Во время войны жена великого князя Павла Александровича и их дети получили фамилию Палей и княжеский титул.

Сын великого князя Павла Александровича и княгини Палей, Владимир, или Ботька, был по окончании ускоренных классов военного времени Пажеского корпуса произведен в прапорщики и поступил в наш полк. Ботька не был военным в душе, но дядя Павел хотел, чтобы он обязательно стал офицером. В этом отношении у него были старые взгляды.

Ботька был красив, мил и в высшей степени талантлив: он писал замечательные стихи, как по-русски, так и по-французски. Самым лучшим из его произведений был его перевод на французский язык драмы моего отца "Царь Иудейский". 24-го марта 1915 года, перед Благовещенской всенощной, Ботька прочел свой перевод моему отцу. Мои братья и я помогали отцу расставлять мебель в его кабинете, чтобы слушать чтение Ботьки. Он приехал со своими родителями. Кроме них и нас, не было никого. Перевод превзошел все ожидания моего отца, он был в восторге и даже прослезился.
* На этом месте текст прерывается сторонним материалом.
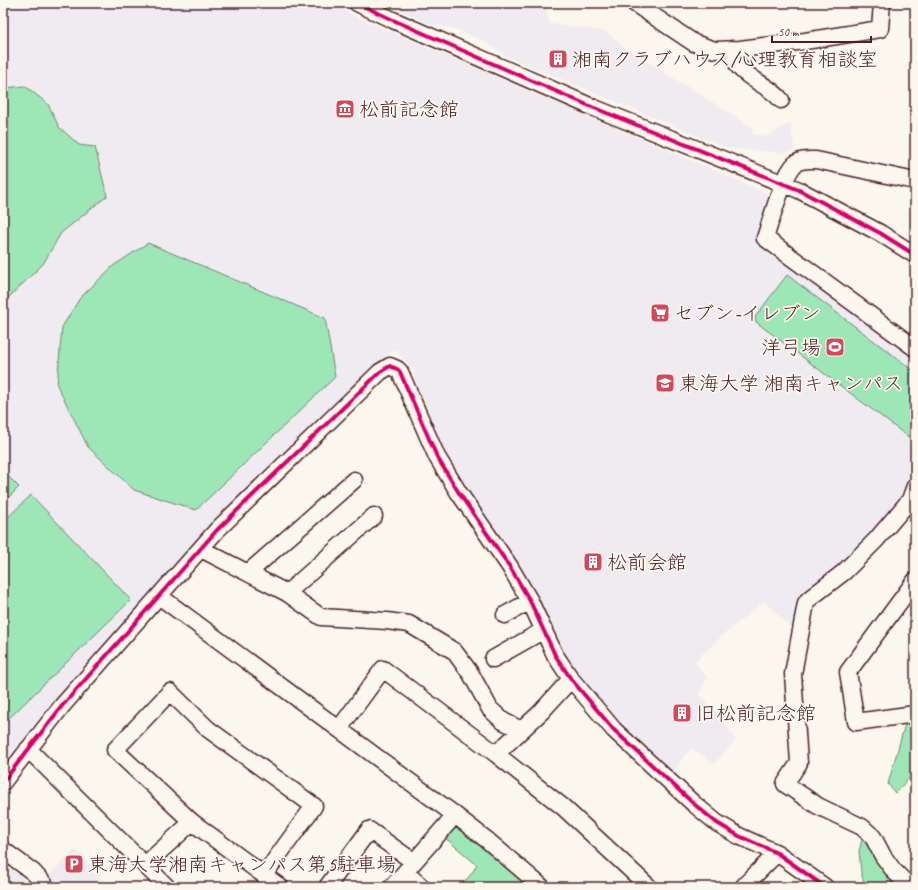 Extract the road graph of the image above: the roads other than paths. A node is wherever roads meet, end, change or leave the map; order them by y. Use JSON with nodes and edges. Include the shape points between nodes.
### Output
{"nodes":[{"id":1,"x":357,"y":3,"type":"edge"},
{"id":2,"x":634,"y":3,"type":"edge"},
{"id":3,"x":882,"y":3,"type":"edge"},
{"id":4,"x":732,"y":49,"type":"junction"},
{"id":5,"x":782,"y":100,"type":"dead end"},
{"id":6,"x":915,"y":181,"type":"edge"},
{"id":7,"x":784,"y":184,"type":"junction"},
{"id":8,"x":915,"y":256,"type":"edge"},
{"id":9,"x":915,"y":348,"type":"edge"},
{"id":10,"x":354,"y":480,"type":"dead end"},
{"id":11,"x":915,"y":486,"type":"edge"},
{"id":12,"x":374,"y":516,"type":"dead end"},
{"id":13,"x":201,"y":549,"type":"junction"},
{"id":14,"x":249,"y":572,"type":"junction"},
{"id":15,"x":915,"y":581,"type":"edge"},
{"id":16,"x":287,"y":593,"type":"junction"},
{"id":17,"x":159,"y":596,"type":"junction"},
{"id":18,"x":530,"y":601,"type":"junction"},
{"id":19,"x":505,"y":615,"type":"dead end"},
{"id":20,"x":544,"y":630,"type":"junction"},
{"id":21,"x":493,"y":659,"type":"dead end"},
{"id":22,"x":571,"y":680,"type":"junction"},
{"id":23,"x":915,"y":714,"type":"edge"},
{"id":24,"x":339,"y":729,"type":"junction"},
{"id":25,"x":521,"y":730,"type":"junction"},
{"id":26,"x":28,"y":749,"type":"junction"},
{"id":27,"x":496,"y":754,"type":"junction"},
{"id":28,"x":3,"y":782,"type":"edge"},
{"id":29,"x":455,"y":815,"type":"junction"},
{"id":30,"x":192,"y":822,"type":"junction"},
{"id":31,"x":3,"y":850,"type":"edge"},
{"id":32,"x":777,"y":853,"type":"junction"},
{"id":33,"x":145,"y":865,"type":"junction"},
{"id":34,"x":410,"y":867,"type":"junction"},
{"id":35,"x":264,"y":875,"type":"junction"},
{"id":36,"x":45,"y":885,"type":"dead end"},
{"id":37,"x":167,"y":887,"type":"edge"},
{"id":38,"x":280,"y":887,"type":"edge"},
{"id":39,"x":327,"y":887,"type":"edge"},
{"id":40,"x":392,"y":887,"type":"edge"},
{"id":41,"x":422,"y":887,"type":"edge"},
{"id":42,"x":542,"y":887,"type":"edge"},
{"id":43,"x":649,"y":887,"type":"edge"},
{"id":44,"x":743,"y":887,"type":"edge"},
{"id":45,"x":825,"y":887,"type":"edge"},
{"id":46,"x":915,"y":887,"type":"edge"}],
"edges":[{"from":1,"to":7,"type":"street","via":[[592,107]]},
{"from":2,"to":4,"type":"street","via":[[694,42],[715,50]]},
{"from":3,"to":4,"type":"street","via":[[880,29]]},
{"from":4,"to":5,"type":"street","via":[[738,65],[746,74],[775,92]]},
{"from":6,"to":7,"type":"street","via":[[816,160],[803,160],[795,164]]},
{"from":7,"to":8,"type":"street","via":[[880,233]]},
{"from":7,"to":9,"type":"street","via":[[766,238]]},
{"from":10,"to":14,"type":"street","via":[[330,492],[288,529]]},
{"from":11,"to":46,"type":"street","via":[[910,500],[876,540],[844,572],[806,603],[793,674],[799,762],[785,784],[818,806],[862,827],[873,837],[894,871]]},
{"from":12,"to":16,"type":"street","via":[[348,531],[321,571]]},
{"from":13,"to":14,"type":"street"},
{"from":13,"to":17,"type":"street"},
{"from":13,"to":18,"type":"street","via":[[217,530],[380,372],[390,366],[400,372],[437,457]]},
{"from":14,"to":16,"type":"street"},
{"from":15,"to":23,"type":"street","via":[[848,672],[856,722]]},
{"from":16,"to":25,"type":"street","via":[[321,617],[409,624],[454,651],[471,674],[490,708],[503,721]]},
{"from":17,"to":24,"type":"street"},
{"from":17,"to":26,"type":"street","via":[[62,706]]},
{"from":18,"to":19,"type":"street"},
{"from":18,"to":20,"type":"street"},
{"from":20,"to":21,"type":"street"},
{"from":20,"to":22,"type":"street","via":[[555,655]]},
{"from":22,"to":25,"type":"street"},
{"from":22,"to":32,"type":"street","via":[[614,730],[716,824]]},
{"from":24,"to":27,"type":"street","via":[[383,669]]},
{"from":24,"to":29,"type":"street"},
{"from":25,"to":27,"type":"street"},
{"from":26,"to":28,"type":"street"},
{"from":26,"to":33,"type":"street"},
{"from":27,"to":43,"type":"street","via":[[563,807]]},
{"from":29,"to":34,"type":"street"},
{"from":29,"to":42,"type":"street"},
{"from":30,"to":33,"type":"street"},
{"from":30,"to":35,"type":"street"},
{"from":30,"to":35,"type":"street","via":[[115,750],[170,692],[208,729],[314,806]]},
{"from":31,"to":36,"type":"street","via":[[33,872]]},
{"from":32,"to":44,"type":"street"},
{"from":32,"to":45,"type":"street"},
{"from":33,"to":37,"type":"street"},
{"from":34,"to":39,"type":"street","via":[[369,830]]},
{"from":34,"to":40,"type":"street"},
{"from":34,"to":41,"type":"street"},
{"from":35,"to":38,"type":"street"}]}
В полку Ботьку любили; он служил в 6-ом эскадроне. Когда дядя Павел был назначен командиром 1-го Гвардейского корпуса, он взял его к себе ординарцем.

Глава тридцать третья

На фронте у нас начались неудачи и поползли зловещие слухи об "изменах". Генерал-адъютант Ренненкампф, как и Сухомлинов, подали в отставку, чтобы не быть уволенными. Ренненкампфа обвиняли в неудачах на фронте и в том, что он выпустил окруженную нами армию Гинденбурга. Конечно, мнения разделились, и одни были против него, а другие за. Так, ген. Ермолинский, находившийся в его штабе, стоял за него и утверждал, что Ренненкампф несправедливо осужден. Говорили, между прочим, что Ренненкампф - немец, и что будто его родной брат командует немецкими войсками против нас. Все это были досужие выдумки.

Был казнен обвиненный в измене жандармской полковник Мясоедов. Также и тут одни были за него и говорили, что он невиновен, а другие утверждали противное. Я лично так и не знаю, был ли он изменником. Обвиняли великого князя Николая Николаевича, что он его несправедливо осудил.

Поползли гнусные слухи, что Императрица Александра Федоровна продает Россию немцам. Эти слухи фабриковались в Германии, чтобы довести Россию до смуты. Все это было вместе и тяжело, и грустно, и жутко.

Пасха 1915 года была последней Пасхой в жизни моего отца. Заутреня и обедня были в походной церкви, внизу. Отец причащался. Дяденька не захотел, чтобы отец причащался один и, зная, что отцу будет приятно если и он причастится вместе с ним, так и сделал.

Моя старшая сестра Татиана со своими маленькими детьми, Теймуразом и Наталией, жила в то время в Павловске. Наталье только что исполнился год, а Теймуразу шел третий. Он был прелестный ребенок.

Помню, как за обедней он протянул ручку и дотронулся до диакона, который стоял перед ним очень близко, так как церковь была маленькая.